CLASSIFICATION OF BIOLOGICAL PEST CONTROL AGENTS
Biological pest control agents are naturally
occurring or genetically modified agents that are
distinguished from conventional pesticides by their
unique modes of action, low use volume and target
species-specificity.
Two major catagories may be distinguished:
* Biochemical pest control agents, such as
hormones and growth regulators.
* Microbial pest control agents, such as
bacteria, viruses and fungi.
1. Biochemical pest control agents
A chemical must meet the following two criteria
in order to be classified as a biotechnical pest
control agent and meet the data requirements for this
class of compounds:
* The chemical must exhibit a
mode of action other than direct toxicity in the target
pest (e.g. growth regulation, mating disruption).
Botanical insecticides such as nicotine and pyrethrum
kill and thus are not considered biochemical pest
control agents.
* A biochemical must be naturally
occurring, or if the chemical is synthesized by man,
then it must be structurally identical to a naturally
occurring chemical. Identical in this sense means the
molecular structure of the major component of the
synthetic chemical must be the same as the molecular
structure of the naturally occurring analog.

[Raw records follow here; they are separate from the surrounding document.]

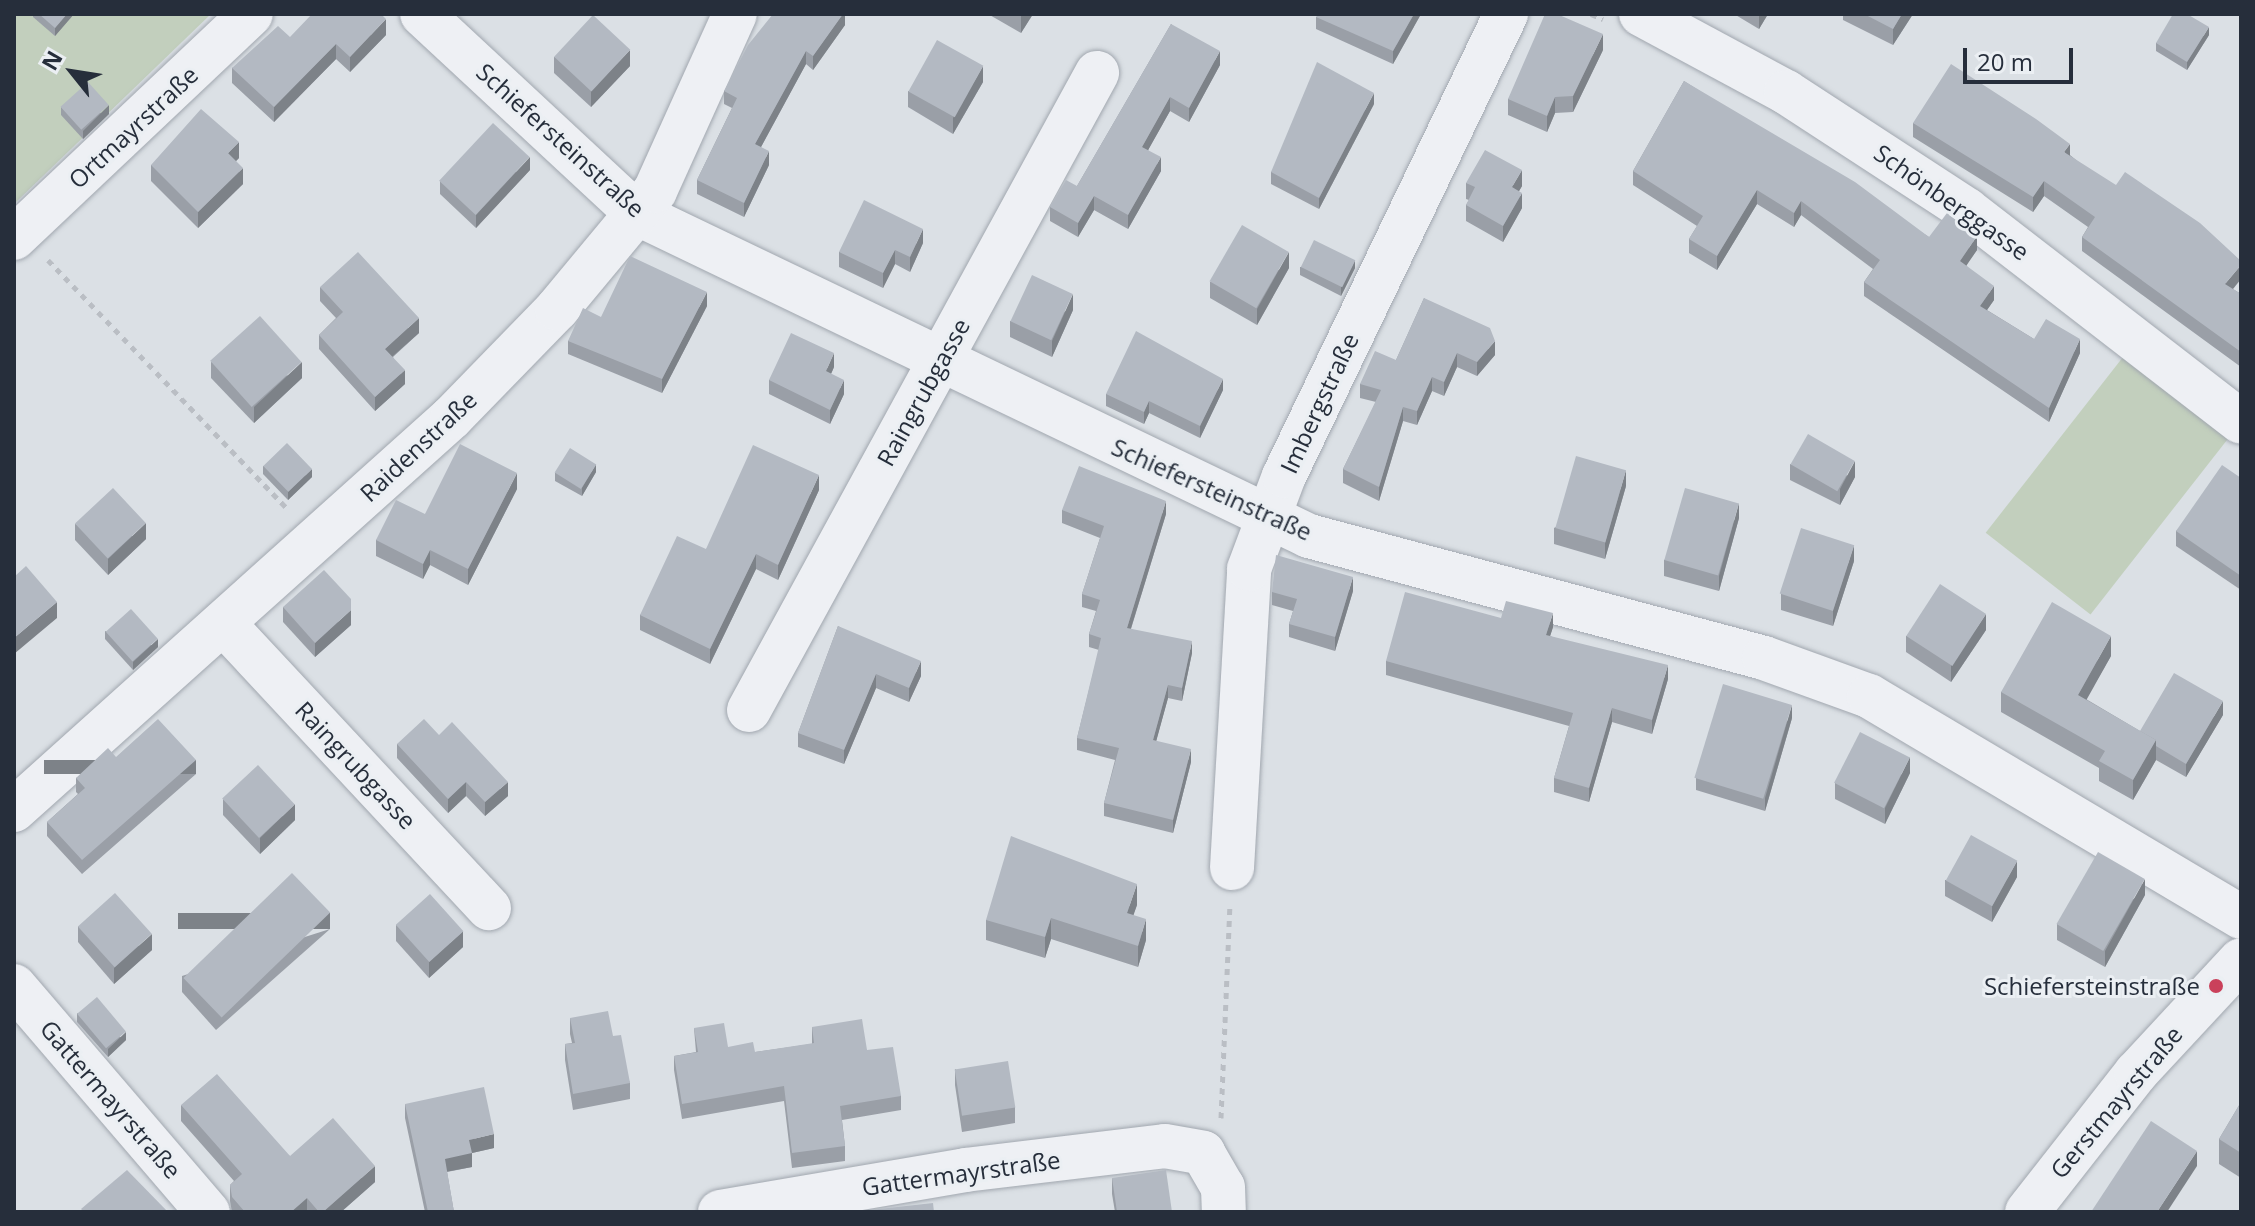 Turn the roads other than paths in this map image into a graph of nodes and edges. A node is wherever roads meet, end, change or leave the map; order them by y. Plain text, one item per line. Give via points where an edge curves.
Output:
1 (251, 14) edge
2 (422, 14) edge
3 (735, 14) edge
4 (1506, 14) edge
5 (1641, 14) edge
6 (1097, 73) dead end
7 (636, 213) junction
8 (18, 234) edge
9 (941, 361) junction
10 (2241, 422) edge
11 (1268, 518) junction
12 (223, 623) junction
13 (749, 710) dead end
14 (14, 810) edge
15 (1232, 868) road end
16 (489, 908) dead end
17 (2241, 917) edge
18 (2241, 960) edge
19 (14, 986) edge
20 (208, 1212) edge
21 (720, 1212) edge
22 (1224, 1212) edge
23 (2027, 1212) edge

1 - 8 street, Ortmayrstraße
2 - 7 street, Schiefersteinstraße
3 - 7 street, Raidenstraße via 655,191
4 - 11 street, Imbergstraße
5 - 10 street, Schönberggasse via 1786,92 1967,210
6 - 9 street, Raingrubgasse
7 - 9 street, Schiefersteinstraße
7 - 12 street, Raidenstraße via 452,417
9 - 11 street, Schiefersteinstraße
9 - 13 street, Raingrubgasse
11 - 15 street, Imbergstraße via 1243,605
11 - 17 street, Schiefersteinstraße via 1309,536 1764,658 1869,696
12 - 14 street, Raidenstraße
12 - 16 street, Raingrubgasse
18 - 23 street, Gerstmayrstraße via 2136,1073
19 - 20 street, Gattermayrstraße
21 - 22 street, Gattermayrstraße via 1008,1165 1165,1146 1203,1153 1223,1187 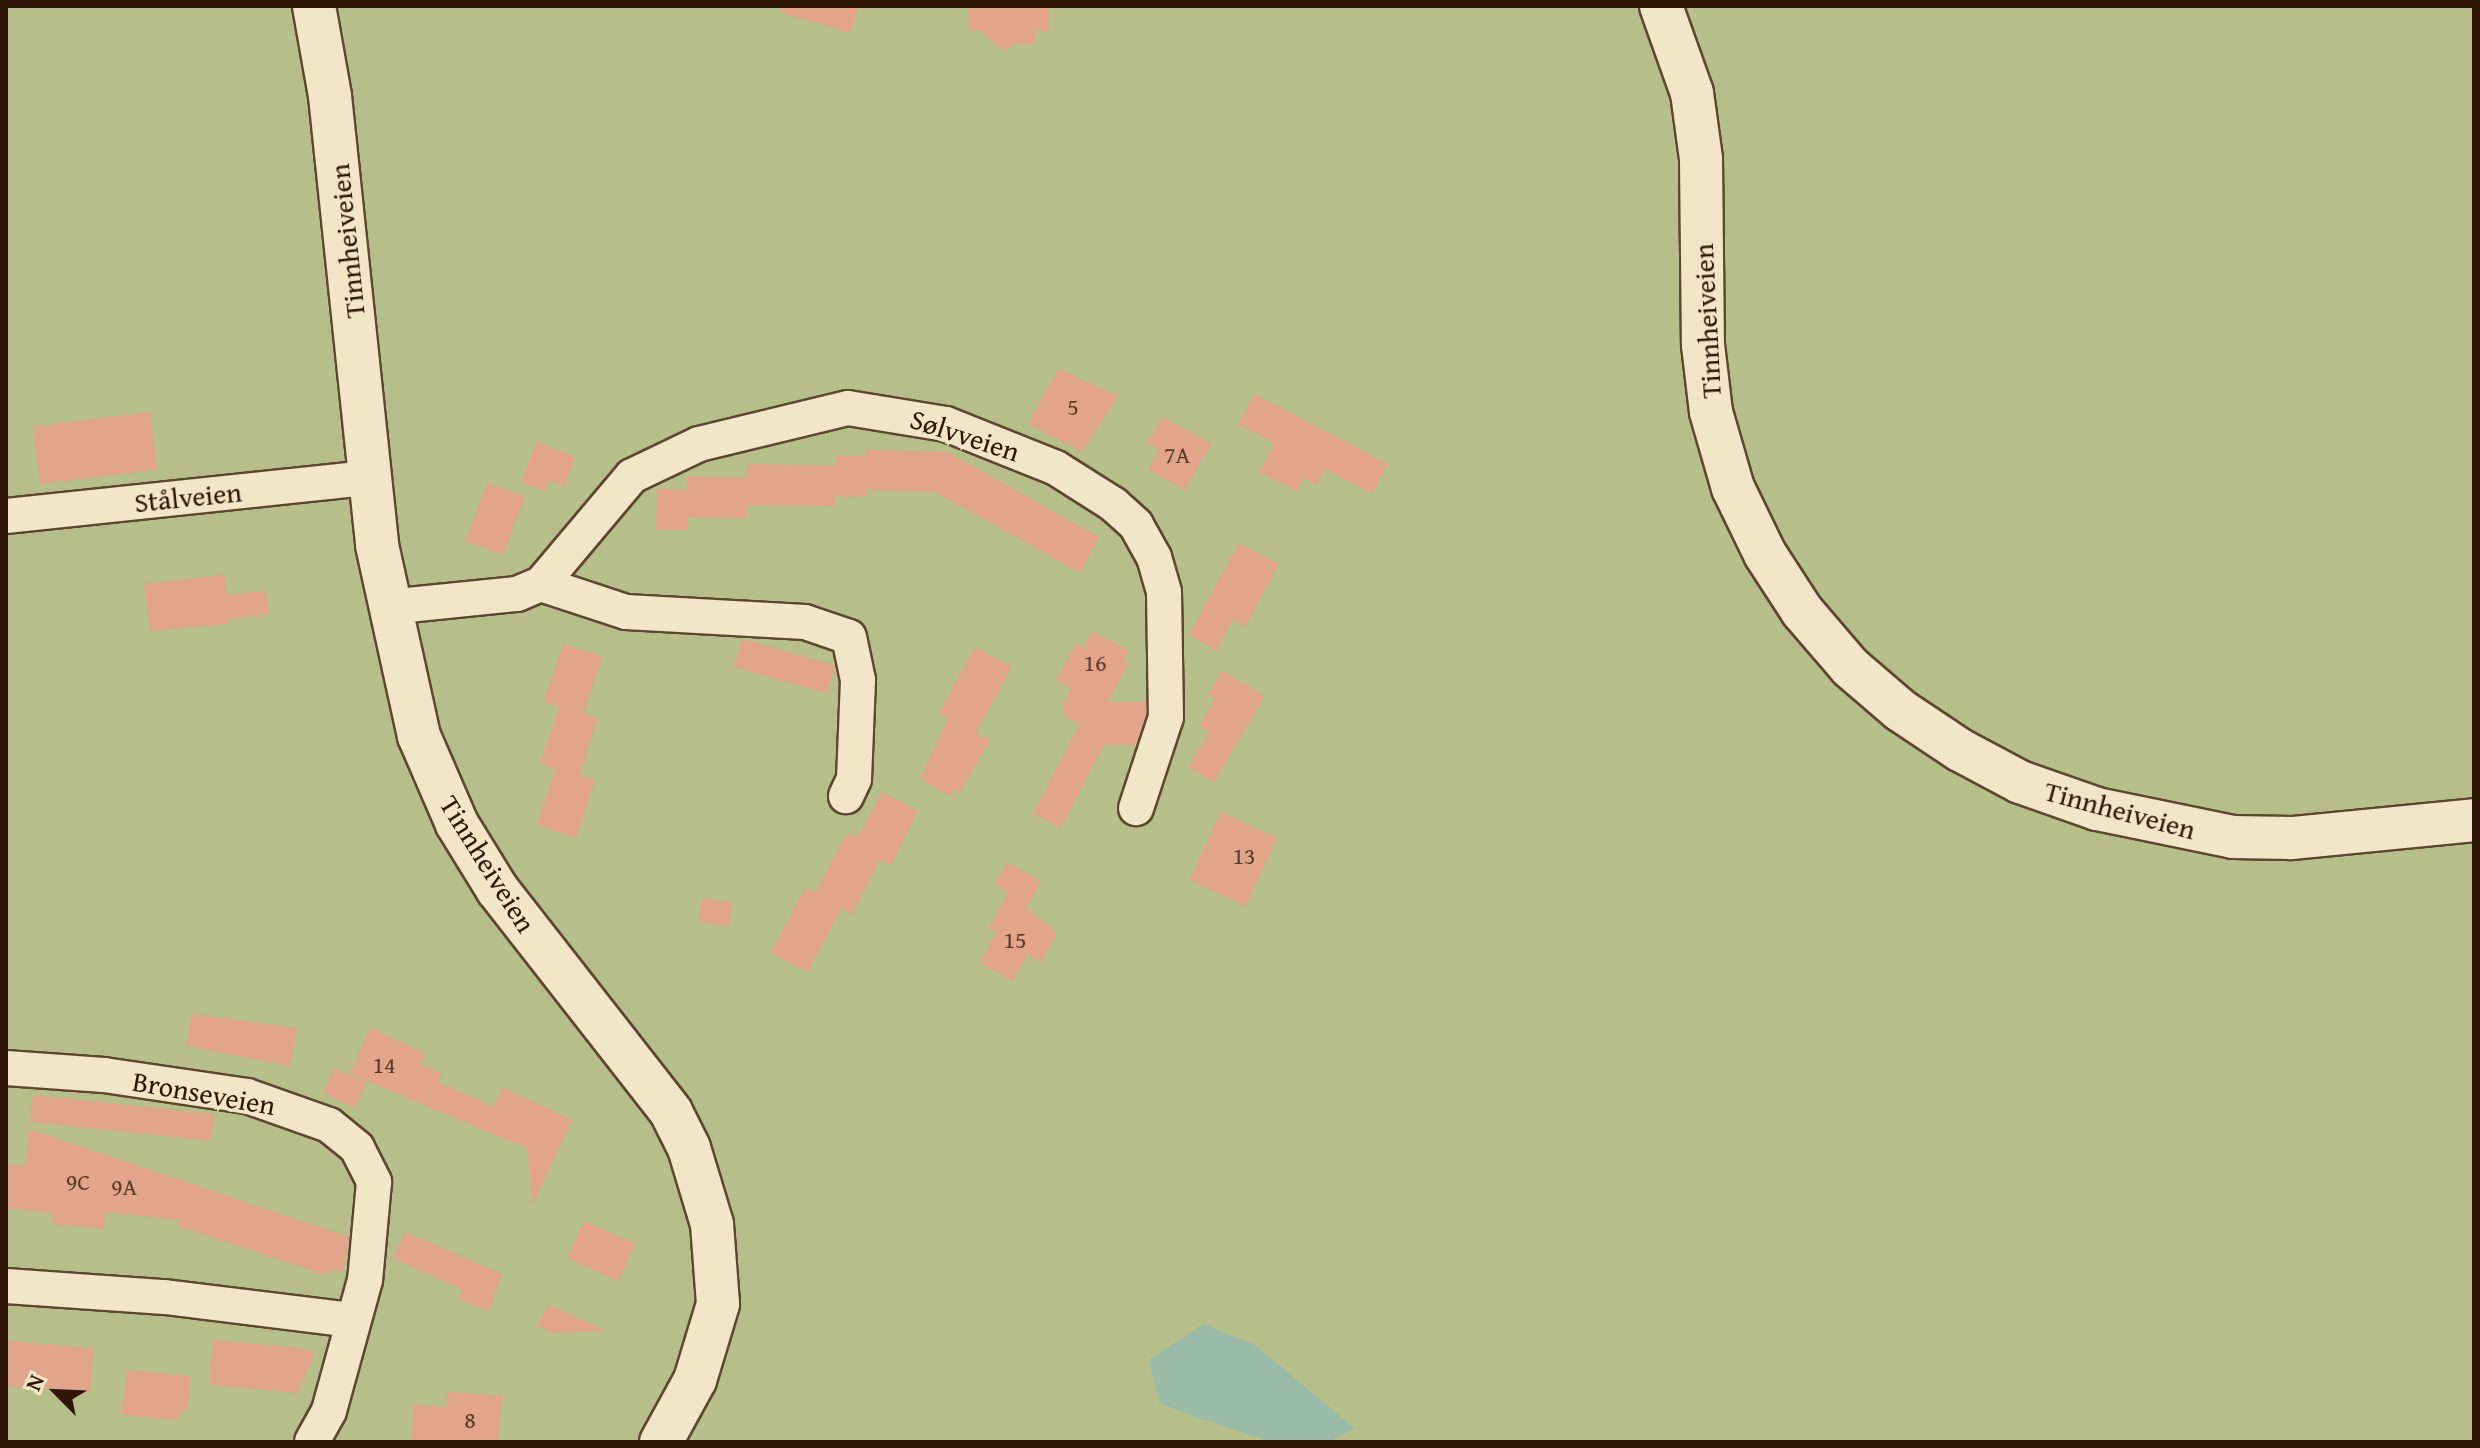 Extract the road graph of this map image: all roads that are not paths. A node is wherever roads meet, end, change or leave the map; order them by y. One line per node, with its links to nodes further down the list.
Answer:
1 (1661, 6): 11 (street, Tinnheiveien)
2 (323, 17): 3 (street, Tinnheiveien)
3 (370, 478): 4 (street, Stålveien); 6 (street, Tinnheiveien)
4 (6, 516)
5 (541, 584): 6 (street); 7 (street); 9 (street, Sølvveien)
6 (388, 607): 16 (street, Tinnheiveien)
7 (846, 796)
8 (2474, 798): 11 (street, Tinnheiveien)
9 (1136, 808)
10 (2474, 820): 11 (street, Tinnheiveien)
11 (2413, 823)
12 (6, 1068): 14 (street, Bronseveien)
13 (6, 1286): 14 (street)
14 (353, 1320): 15 (street, Bronseveien)
15 (312, 1442)
16 (661, 1442)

Minor differences among stereochemical isomers
are acceptable unless an isomer is found to have
significantly different toxicological properties than
another isomer.
In cases of doubt, such as if the exact
molecular structure of the naturally occurring compound
is unknown, or if the mode of action is different in
the target compared with non-target organisms, a
country's regulatory authority should rule on a
case-by-case basis whether such chemicals should be
classified as a bio- chemical pest control agent or as
a conventional pesticide.
Biochemical pest control agents fall into four
general biologically functional classes:
a. Semiochemicals
These are chemicals emitted by plants
or animals which modify the behaviour of receptor
organisms of like or different kind. They include
pheromones, allomones and kairomones.
* Pheromones are substances emitted by
members of one species which modify the behaviour of
others within the same species. Even at extremely low
concentrations, these chemical messages induce insects
to aggregate, help them to find a partner, provide an
alarm signal or lead them to sources of food. The most
common phero- mones are sex attractants excreted by
abdominal glands of the female to attract males for the
purpose of mating; and the aggregation pheromones which
are produced by one or both sexes of an insect species
which bring both sexes together for feeding and
reproduction. Sex hormones are common among moths and
butterflies; the aggregation hormones, among beetles.
* Allomones are chemicals emitted by
one species which modify the behaviour of different
species to the benefit of the emitting species. Many
plants produce secondary substances that repulse
insects and prevent them from feeding; these are
classified as allomones. The oil of Citronella grass
has long been used by man as an insect- repellent
applied to the skin.
* Kairomones are chemicals emitted by
an animal organism which, at very low concentration,
modify the behaviour of individuals of a different
species to the disadvantage of the emitting and the
benefit of the receptor species. For instance, an
animal parasitoid may be guided by it in finding a
host. Kairomones, like pheromones, can be used to
attract insects to traps for the purpose of monitoring
or catching them.
b. Hormones
Hormones are biochemical agents that
are synthesized in one part of an organism and
translocated to another part, where they have
controlling, regulating or behavioural effects. Two
major groups of hormones have been identified; they
are:
* Molting hormones or ecdysteroids.
These comprise a group of closely related water-soluble
steroids in insects, of which several active analogs
are found in plants. As yet, no effective control of
insects through feeding or topical application of
either natural or plant-derived ecdysteroid analogs
could be obtained. Moreover, as their synthesis appears
to be prohibitively expensive, the commercial
production of ecdysteroids still remains in the
research phase.
* Juvenile hormones. Four very similar
juvenile hormones are produced by insects in the
process of their immature development, which maintain
the insects in their nymphal or larval form. These
juvenile hormones, as well as many hundreds of
synthesized active analogs -- the so-called juvenoids
-- are able to affect insect development almost equally
well by any mode of application. Conforming to their
mode of action, these juvenile hormones and juvenoids
are also designated as insect growth regulators (IGRs).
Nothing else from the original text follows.